Rezensionen

Die Legende von Oasis von Janine Tollot

Titel: Die Legende von Oasis
Autorin: Janine Tollot
Verlag: Books on Demand (Rezensionsexemplar)
Seitenzahl: 428 Seiten
Erscheinungsdatum: 22.07.2015

Für mich eine wirklich fantastische Geschichte die uns in die Meere entführt.

Bisher kenne ich bis auf die Geschichte um Arielle die Meerjungfrau noch keine andere Geschichte, die sich mit den Menschen mit Schwanzflosse beschäftigt, deshalb war ich so neugierig und sehr dankbar, dass mir die Autorin die Möglichkeit gegeben hat ihr Buch zu lesen. (Nein, deshalb fällt die Rezension nicht besser aus, ich sage, was ich denke ohne mich beeinflussen zu lassen.)

Auf dem Cover sehen wir einen Schnitt, wir sehe unten die Farben eines Korallenriffes, dann das Meer in seinem schönsten Blau, in dem sich das Wasser spiegelt und über der Oberfläche erstrahlt alles in einem goldenen Farbton, zum Beispiel das Schiff, dass von Möwen verfolgt wird. Aber deutlich zieht der Meermann, der auf dem Felsen sitzt die Aufmerksamkeit auf sich. Sein langes, schwarzes Haar weht im Wind und seine grüne Flosse reicht bis ins kühle Nass. Mir gefallen die Farben wirklich sehr, die für dieses Cover genutzt werden und wenn man das Buch gelesen hat, dann kann man sich denken, welche Szene damit ausgedrückt werden soll.

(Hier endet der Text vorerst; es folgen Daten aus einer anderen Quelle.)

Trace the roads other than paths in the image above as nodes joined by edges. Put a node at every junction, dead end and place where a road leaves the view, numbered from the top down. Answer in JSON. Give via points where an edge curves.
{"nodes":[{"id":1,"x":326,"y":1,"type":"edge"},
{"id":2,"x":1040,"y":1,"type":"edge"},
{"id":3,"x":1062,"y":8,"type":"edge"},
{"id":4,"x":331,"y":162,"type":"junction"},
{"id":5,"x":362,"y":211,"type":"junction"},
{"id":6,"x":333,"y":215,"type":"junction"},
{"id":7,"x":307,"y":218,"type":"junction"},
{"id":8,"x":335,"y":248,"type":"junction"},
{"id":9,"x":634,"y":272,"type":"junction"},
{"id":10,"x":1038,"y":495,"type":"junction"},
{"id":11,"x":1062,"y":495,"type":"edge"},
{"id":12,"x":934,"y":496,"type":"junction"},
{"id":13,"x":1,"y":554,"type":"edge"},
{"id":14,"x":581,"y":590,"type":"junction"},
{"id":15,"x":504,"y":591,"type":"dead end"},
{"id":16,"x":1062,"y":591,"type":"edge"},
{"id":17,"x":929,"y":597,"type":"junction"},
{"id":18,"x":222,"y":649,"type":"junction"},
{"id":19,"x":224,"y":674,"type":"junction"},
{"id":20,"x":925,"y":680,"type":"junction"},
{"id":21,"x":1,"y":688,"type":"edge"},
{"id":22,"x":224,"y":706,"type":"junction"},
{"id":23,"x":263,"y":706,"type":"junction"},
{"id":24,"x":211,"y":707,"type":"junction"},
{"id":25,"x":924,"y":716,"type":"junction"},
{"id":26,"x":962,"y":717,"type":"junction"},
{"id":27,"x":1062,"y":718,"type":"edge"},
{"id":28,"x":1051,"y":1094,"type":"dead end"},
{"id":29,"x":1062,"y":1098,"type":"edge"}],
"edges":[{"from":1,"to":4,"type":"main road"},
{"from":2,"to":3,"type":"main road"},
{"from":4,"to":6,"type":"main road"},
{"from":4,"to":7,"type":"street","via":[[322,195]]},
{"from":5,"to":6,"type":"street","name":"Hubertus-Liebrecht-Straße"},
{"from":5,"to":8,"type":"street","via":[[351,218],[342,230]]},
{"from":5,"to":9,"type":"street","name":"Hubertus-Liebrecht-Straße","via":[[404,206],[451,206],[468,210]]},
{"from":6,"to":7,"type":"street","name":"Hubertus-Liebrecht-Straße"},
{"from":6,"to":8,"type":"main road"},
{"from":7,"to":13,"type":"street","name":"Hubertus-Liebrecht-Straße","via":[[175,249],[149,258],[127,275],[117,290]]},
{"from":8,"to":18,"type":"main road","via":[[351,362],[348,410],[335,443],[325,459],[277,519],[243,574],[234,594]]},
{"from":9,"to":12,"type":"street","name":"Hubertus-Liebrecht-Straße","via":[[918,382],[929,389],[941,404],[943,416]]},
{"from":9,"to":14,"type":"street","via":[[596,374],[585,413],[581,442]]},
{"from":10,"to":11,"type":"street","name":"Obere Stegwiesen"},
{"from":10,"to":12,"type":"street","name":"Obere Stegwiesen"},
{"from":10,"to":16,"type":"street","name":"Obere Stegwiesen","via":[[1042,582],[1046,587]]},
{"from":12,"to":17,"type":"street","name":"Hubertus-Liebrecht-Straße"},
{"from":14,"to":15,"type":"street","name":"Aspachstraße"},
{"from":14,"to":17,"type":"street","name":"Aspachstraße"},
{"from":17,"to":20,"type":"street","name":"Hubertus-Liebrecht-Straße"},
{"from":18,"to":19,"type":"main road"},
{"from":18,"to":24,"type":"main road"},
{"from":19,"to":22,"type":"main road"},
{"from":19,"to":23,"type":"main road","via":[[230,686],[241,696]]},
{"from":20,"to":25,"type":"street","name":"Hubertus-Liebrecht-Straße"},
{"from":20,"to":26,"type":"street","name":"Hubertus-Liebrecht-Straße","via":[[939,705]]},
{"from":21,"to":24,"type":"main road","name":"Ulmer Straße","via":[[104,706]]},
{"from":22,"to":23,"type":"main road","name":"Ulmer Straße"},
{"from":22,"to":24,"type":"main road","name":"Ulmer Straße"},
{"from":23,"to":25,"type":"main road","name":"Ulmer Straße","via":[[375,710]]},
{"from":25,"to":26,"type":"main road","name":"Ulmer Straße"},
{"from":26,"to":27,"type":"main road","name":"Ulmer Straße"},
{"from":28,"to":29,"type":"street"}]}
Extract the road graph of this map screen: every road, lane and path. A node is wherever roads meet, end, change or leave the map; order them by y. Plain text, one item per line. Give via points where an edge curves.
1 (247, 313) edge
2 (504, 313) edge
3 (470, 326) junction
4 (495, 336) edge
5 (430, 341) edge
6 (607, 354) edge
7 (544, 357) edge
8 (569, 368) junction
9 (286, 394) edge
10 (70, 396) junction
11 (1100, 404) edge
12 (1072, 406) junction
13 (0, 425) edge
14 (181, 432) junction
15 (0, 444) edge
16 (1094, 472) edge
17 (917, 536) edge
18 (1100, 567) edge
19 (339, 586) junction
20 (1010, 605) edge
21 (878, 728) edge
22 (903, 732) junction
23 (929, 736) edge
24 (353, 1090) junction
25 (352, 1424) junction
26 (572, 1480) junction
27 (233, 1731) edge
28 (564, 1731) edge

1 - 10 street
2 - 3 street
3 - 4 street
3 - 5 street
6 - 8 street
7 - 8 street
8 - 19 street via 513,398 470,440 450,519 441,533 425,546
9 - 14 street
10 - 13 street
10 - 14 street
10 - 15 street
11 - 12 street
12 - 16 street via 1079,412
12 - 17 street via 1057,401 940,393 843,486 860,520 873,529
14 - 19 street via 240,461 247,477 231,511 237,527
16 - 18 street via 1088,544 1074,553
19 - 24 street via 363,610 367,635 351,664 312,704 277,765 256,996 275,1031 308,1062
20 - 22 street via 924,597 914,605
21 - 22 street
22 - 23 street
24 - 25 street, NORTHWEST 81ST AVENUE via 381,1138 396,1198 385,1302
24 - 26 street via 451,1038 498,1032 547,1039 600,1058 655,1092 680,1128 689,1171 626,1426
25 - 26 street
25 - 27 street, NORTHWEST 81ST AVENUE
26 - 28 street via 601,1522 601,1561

Aber worum geht es nun eigentlich? Es gab zwei Götter, da wäre Este, die Göttin der Erde und Isea der Gott des Himmels. Die beiden sind Geschwister und Isea hat Este ihre Schöpfung kaputt gemacht, indem er ihr gesamtes Land überflutet hat. Somit schlägt Estes Herz nur noch für Rache an ihrem Bruder. Als Königin Trielle herrscht sie über die Terraner, die Menschen an Land und das von ihrem Schiff aus. Sie bereist die Meere und erforscht scheinbar Meerwesen und versucht die Welt zu kartographieren. Doch ihre Tochter Brielle stößt auf einen Gefangenen, den sonst niemand auf diesem Schiff entdeckt hat. Er sagt, dass er ihr Onkel sei und sie ihm Helfen müsse, da er der König der Orkusianer sei und eben auch der Gott des Himmels. Brielle hat einen Wunsch, denn auf dem Schiff treibt sie nichts mehr an, als der Wunsch eine Orkusianerin zu werden. Sie will eine Fluke und Isea gibt ihr diese, damit er ihr Hilft wieder an die Macht zu kommen. So muss sie durch sein Reich und seinen Untertanen verraten, wo sie ist. Doch das ist nicht so einfach, denn ihr Verschwinden, entfacht die Wut ihrer Mutter nur noch mehr und nun beginnt diese mit ihrem Rachefeldzug, es kommt zu einem Krieg.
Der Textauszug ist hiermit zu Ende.